**Exercise aim**:
Say how many lines in the entries below have the word "Highland" in them, giving only the number.

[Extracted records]
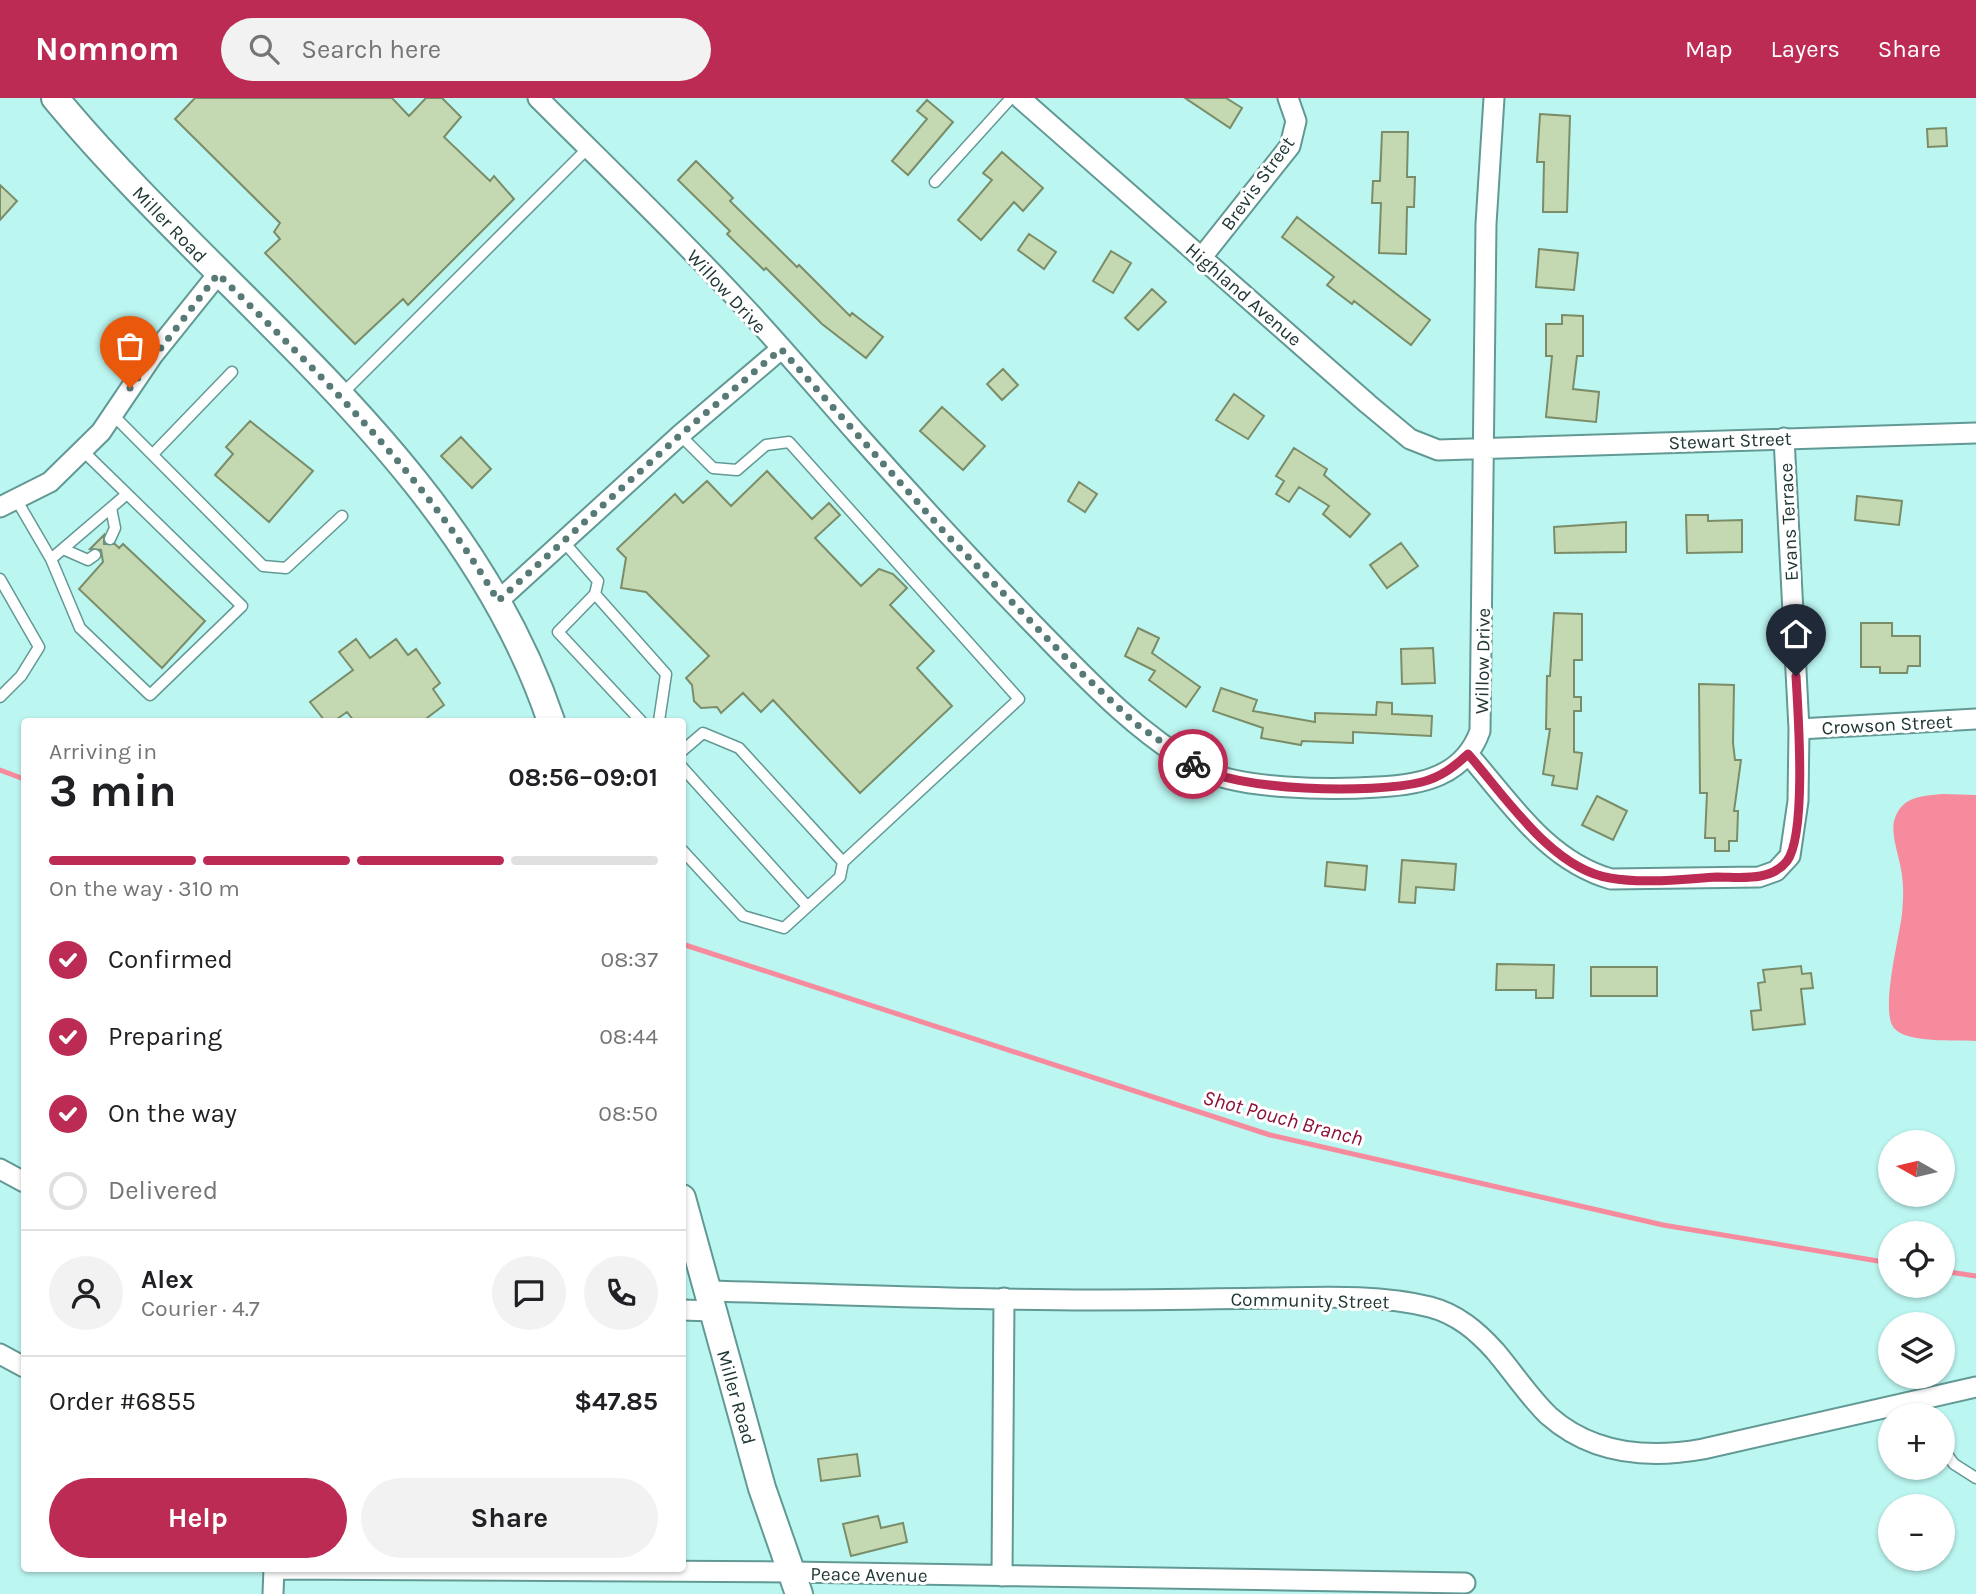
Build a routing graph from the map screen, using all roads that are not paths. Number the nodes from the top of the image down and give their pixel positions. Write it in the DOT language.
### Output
graph roads {
  1 [pos="55,98"];
  2 [pos="538,98"];
  3 [pos="1011,98"];
  4 [pos="1020,98"];
  5 [pos="1494,98"];
  6 [pos="1289,101"];
  7 [pos="588,148"];
  8 [pos="935,183"];
  9 [pos="1202,257"];
  10 [pos="218,274"];
  11 [pos="781,349"];
  12 [pos="232,372"];
  13 [pos="341,396"];
  14 [pos="113,415"];
  15 [pos="1976,433"];
  16 [pos="680,435"];
  17 [pos="1783,438"];
  18 [pos="1485,449"];
  19 [pos="82,450"];
  20 [pos="153,454"];
  21 [pos="127,494"];
  22 [pos="8,503"];
  23 [pos="110,508"];
  24 [pos="342,516"];
  25 [pos="110,539"];
  26 [pos="563,541"];
  27 [pos="63,549"];
  28 [pos="96,555"];
  29 [pos="51,559"];
  30 [pos="0,579"];
  31 [pos="595,594"];
  32 [pos="498,601"];
  33 [pos="0,697"];
  34 [pos="550,718"];
  35 [pos="638,718"];
  36 [pos="659,718"];
  37 [pos="1976,719"];
  38 [pos="1799,729"];
  39 [pos="686,748"];
  40 [pos="1468,754"];
  41 [pos="686,771"];
  42 [pos="686,854"];
  43 [pos="843,862"];
  44 [pos="807,906"];
  45 [pos="0,1169"];
  46 [pos="21,1180"];
  47 [pos="686,1213"];
  48 [pos="1004,1298"];
  49 [pos="710,1301"];
  50 [pos="686,1309"];
  51 [pos="0,1354"];
  52 [pos="21,1365"];
  53 [pos="1976,1387"];
  54 [pos="1932,1403"];
  55 [pos="1878,1416"];
  56 [pos="1955,1465"];
  57 [pos="1976,1478"];
  58 [pos="274,1572"];
  59 [pos="386,1572"];
  60 [pos="1002,1576"];
  61 [pos="795,1583"];
  62 [pos="1465,1583"];
  63 [pos="273,1594"];
  1 -- 10 [label="main road, Miller Road"];
  2 -- 7 [label="street, Willow Drive"];
  3 -- 8 [label="lane"];
  4 -- 9 [label="street, Highland Avenue"];
  5 -- 18 [label="street, Willow Drive"];
  6 -- 9 [label="street, Brevis Street"];
  7 -- 11 [label="street, Willow Drive"];
  7 -- 13 [label="lane"];
  9 -- 18 [label="street, Highland Avenue"];
  10 -- 13 [label="main road, Miller Road"];
  10 -- 14 [label="street"];
  11 -- 16 [label="street"];
  11 -- 40 [label="street, Willow Drive"];
  12 -- 20 [label="lane"];
  13 -- 32 [label="main road, Miller Road"];
  14 -- 19 [label="street"];
  14 -- 20 [label="lane"];
  15 -- 17 [label="street, Stewart Street"];
  16 -- 26 [label="street"];
  16 -- 43 [label="lane"];
  17 -- 18 [label="street, Stewart Street"];
  17 -- 38 [label="street, Evans Terrace"];
  18 -- 40 [label="street, Willow Drive"];
  19 -- 21 [label="lane"];
  19 -- 22 [label="street"];
  20 -- 24 [label="lane"];
  21 -- 23 [label="lane"];
  21 -- 29 [label="lane"];
  22 -- 29 [label="lane"];
  23 -- 25 [label="lane"];
  23 -- 27 [label="lane"];
  26 -- 31 [label="lane"];
  26 -- 32 [label="street"];
  27 -- 28 [label="lane"];
  27 -- 29 [label="lane"];
  30 -- 33 [label="lane"];
  31 -- 35 [label="lane"];
  31 -- 36 [label="lane"];
  32 -- 34 [label="main road, Miller Road"];
  37 -- 38 [label="street, Crowson Street"];
  38 -- 40 [label="street, Evans Terrace"];
  39 -- 43 [label="lane"];
  41 -- 44 [label="lane"];
  42 -- 44 [label="lane"];
  43 -- 44 [label="lane"];
  45 -- 46 [label="street"];
  47 -- 49 [label="main road, Miller Road"];
  48 -- 49 [label="street, Community Street"];
  48 -- 55 [label="street, Community Street"];
  48 -- 60 [label="street"];
  49 -- 50 [label="street, Community Street"];
  49 -- 61 [label="main road, Miller Road"];
  51 -- 52 [label="street"];
  53 -- 54 [label="street, Community Street"];
  56 -- 57 [label="lane"];
  58 -- 63 [label="street"];
  59 -- 61 [label="street, Peace Avenue"];
  60 -- 61 [label="street, Peace Avenue"];
  60 -- 62 [label="street, Peace Avenue"];
}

**Solved exercise**:
2